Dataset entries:
......

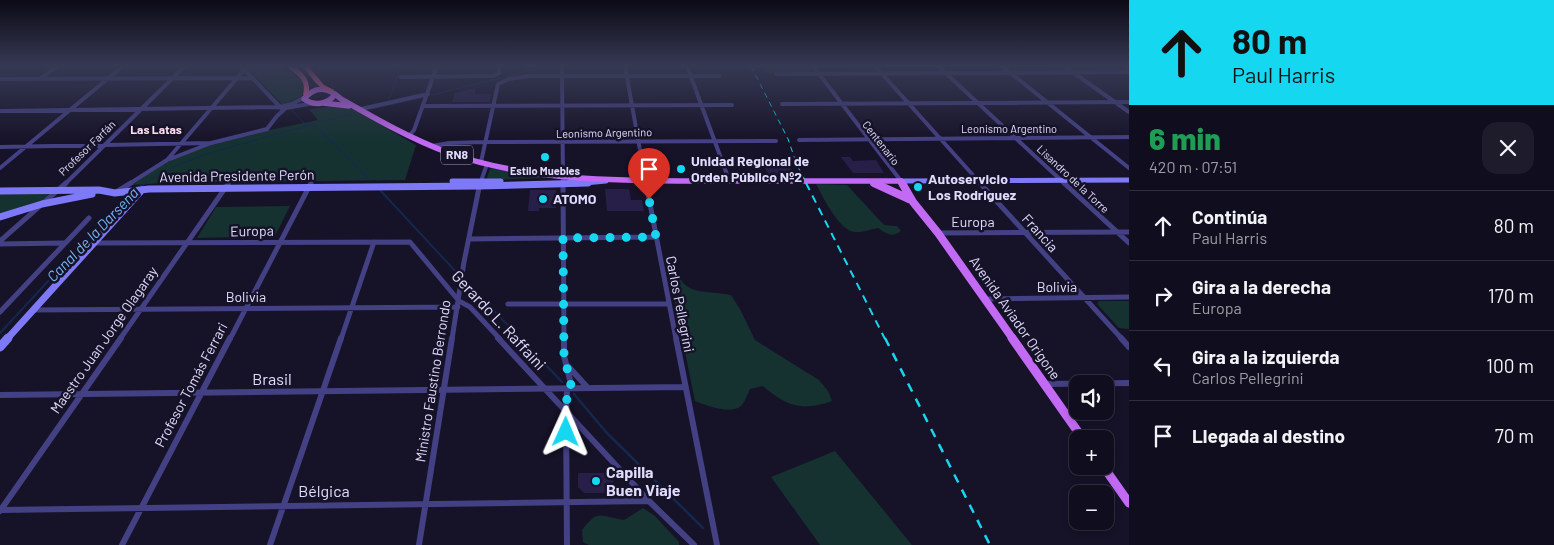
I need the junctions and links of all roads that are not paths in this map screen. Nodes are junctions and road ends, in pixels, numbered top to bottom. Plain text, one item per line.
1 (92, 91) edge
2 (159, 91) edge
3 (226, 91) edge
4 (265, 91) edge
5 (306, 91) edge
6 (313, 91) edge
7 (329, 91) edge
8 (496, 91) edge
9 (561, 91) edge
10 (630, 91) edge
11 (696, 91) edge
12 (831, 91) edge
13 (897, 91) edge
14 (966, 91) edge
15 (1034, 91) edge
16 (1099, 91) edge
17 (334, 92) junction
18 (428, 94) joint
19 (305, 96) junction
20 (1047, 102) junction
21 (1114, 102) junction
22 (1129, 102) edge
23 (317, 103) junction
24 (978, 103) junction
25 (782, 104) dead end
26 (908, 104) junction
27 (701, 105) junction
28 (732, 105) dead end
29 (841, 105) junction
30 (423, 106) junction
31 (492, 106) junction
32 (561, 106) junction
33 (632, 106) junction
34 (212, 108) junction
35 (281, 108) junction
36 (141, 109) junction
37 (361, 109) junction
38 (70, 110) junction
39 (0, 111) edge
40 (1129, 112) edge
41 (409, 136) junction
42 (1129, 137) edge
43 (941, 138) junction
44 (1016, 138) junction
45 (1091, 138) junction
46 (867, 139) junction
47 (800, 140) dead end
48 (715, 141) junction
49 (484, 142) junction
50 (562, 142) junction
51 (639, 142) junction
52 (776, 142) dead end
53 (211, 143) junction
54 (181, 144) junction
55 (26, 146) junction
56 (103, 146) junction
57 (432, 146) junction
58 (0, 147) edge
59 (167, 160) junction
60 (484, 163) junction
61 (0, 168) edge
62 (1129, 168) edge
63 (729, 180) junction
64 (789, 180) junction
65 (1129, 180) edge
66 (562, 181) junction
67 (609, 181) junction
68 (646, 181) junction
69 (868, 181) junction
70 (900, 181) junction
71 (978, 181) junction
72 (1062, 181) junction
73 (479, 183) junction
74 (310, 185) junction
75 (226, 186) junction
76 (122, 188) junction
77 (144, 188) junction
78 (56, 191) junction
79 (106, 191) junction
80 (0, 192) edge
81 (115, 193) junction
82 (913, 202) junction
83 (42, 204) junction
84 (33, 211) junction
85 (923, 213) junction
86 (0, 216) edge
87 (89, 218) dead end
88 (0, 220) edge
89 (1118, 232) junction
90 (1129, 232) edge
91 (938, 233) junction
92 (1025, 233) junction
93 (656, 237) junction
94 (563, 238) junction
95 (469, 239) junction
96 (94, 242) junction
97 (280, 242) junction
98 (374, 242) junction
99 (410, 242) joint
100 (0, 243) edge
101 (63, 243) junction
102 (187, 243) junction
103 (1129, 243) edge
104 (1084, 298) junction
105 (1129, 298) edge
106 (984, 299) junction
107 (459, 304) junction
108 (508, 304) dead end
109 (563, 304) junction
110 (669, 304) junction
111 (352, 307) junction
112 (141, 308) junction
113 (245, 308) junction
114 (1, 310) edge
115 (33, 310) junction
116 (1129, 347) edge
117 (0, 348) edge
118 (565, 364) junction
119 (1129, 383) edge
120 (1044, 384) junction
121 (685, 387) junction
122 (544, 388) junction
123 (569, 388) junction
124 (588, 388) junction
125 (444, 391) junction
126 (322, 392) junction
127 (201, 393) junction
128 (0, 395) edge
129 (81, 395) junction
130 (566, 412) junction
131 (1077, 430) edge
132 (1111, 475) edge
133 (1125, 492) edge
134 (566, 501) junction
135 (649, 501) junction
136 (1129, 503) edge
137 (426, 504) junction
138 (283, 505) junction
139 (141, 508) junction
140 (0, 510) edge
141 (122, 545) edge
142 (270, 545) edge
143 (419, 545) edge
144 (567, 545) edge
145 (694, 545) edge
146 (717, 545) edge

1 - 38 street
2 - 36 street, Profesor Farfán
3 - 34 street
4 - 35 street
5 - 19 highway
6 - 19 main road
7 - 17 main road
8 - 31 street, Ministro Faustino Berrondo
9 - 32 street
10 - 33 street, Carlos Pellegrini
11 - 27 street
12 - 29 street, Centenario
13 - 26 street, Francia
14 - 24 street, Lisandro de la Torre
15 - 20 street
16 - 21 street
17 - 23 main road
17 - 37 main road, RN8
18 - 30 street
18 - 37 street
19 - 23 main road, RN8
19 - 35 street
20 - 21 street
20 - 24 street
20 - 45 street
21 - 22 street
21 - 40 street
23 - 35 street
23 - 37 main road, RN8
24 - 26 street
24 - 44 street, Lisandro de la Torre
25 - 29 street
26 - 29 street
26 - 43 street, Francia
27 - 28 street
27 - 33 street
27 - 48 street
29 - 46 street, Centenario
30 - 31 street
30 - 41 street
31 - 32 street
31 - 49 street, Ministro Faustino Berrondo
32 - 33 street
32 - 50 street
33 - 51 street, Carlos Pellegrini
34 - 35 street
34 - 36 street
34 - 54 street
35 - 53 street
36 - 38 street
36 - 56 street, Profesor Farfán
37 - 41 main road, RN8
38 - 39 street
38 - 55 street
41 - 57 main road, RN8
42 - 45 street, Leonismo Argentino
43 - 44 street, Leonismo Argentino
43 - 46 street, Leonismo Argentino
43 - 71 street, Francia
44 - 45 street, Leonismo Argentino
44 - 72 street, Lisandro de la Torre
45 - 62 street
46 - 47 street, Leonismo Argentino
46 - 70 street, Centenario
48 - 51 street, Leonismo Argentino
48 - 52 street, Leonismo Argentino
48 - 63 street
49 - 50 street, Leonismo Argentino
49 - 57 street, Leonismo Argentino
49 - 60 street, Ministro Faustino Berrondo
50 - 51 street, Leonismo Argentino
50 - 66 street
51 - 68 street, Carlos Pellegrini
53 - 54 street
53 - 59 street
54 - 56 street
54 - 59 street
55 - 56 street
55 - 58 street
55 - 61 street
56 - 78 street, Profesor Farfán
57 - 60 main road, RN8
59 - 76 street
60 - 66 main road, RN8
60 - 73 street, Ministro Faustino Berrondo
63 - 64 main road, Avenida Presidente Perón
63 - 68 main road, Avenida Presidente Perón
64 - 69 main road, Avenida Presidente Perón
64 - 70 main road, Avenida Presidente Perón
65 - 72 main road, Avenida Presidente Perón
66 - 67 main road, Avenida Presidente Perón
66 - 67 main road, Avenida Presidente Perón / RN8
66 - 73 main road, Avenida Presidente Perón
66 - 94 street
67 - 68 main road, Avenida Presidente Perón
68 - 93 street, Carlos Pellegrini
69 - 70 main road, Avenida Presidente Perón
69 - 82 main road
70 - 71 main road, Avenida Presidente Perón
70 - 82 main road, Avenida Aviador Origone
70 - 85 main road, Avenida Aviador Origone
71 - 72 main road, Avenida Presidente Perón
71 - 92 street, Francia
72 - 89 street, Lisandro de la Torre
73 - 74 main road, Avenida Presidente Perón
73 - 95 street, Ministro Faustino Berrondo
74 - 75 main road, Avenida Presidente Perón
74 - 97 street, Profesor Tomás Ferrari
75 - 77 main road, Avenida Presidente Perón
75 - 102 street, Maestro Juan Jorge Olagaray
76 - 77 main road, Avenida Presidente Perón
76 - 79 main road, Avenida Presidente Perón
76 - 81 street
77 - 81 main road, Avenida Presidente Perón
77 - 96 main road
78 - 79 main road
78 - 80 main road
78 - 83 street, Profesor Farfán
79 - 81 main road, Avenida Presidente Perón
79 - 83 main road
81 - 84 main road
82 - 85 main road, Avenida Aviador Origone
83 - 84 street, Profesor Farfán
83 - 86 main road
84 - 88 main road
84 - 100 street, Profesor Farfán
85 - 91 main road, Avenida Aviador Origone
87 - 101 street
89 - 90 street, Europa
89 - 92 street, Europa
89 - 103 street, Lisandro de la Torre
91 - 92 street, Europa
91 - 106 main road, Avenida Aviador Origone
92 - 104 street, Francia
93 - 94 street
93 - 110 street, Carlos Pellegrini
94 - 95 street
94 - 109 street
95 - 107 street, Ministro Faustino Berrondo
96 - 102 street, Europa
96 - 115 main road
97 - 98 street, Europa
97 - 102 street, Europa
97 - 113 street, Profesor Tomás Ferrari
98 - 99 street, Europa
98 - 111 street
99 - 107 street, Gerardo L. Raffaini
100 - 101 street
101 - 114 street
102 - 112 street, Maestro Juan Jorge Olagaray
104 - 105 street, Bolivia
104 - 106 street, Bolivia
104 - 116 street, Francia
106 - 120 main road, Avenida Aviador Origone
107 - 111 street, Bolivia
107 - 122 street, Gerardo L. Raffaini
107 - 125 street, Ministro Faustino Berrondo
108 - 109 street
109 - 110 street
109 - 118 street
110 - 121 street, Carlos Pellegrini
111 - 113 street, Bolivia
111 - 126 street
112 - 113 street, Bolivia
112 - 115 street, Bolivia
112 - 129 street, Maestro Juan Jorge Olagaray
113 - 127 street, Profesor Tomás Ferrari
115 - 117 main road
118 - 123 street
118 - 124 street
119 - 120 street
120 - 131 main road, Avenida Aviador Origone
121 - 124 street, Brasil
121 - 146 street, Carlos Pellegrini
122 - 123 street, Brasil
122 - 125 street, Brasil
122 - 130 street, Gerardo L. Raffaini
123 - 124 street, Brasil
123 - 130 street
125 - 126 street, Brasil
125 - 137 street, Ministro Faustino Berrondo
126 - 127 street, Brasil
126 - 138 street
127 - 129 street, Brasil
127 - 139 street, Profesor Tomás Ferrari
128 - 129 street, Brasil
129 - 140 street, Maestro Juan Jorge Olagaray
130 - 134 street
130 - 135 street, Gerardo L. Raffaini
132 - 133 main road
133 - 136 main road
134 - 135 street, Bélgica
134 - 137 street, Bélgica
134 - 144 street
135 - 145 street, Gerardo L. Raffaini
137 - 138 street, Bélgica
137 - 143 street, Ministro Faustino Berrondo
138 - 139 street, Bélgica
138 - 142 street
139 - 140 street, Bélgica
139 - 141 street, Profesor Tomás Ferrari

......

Task goal:
Gather from the data above every line with the string "Olagaray".

Solution for this exercise:
75 - 102 street, Maestro Juan Jorge Olagaray
102 - 112 street, Maestro Juan Jorge Olagaray
112 - 129 street, Maestro Juan Jorge Olagaray
129 - 140 street, Maestro Juan Jorge Olagaray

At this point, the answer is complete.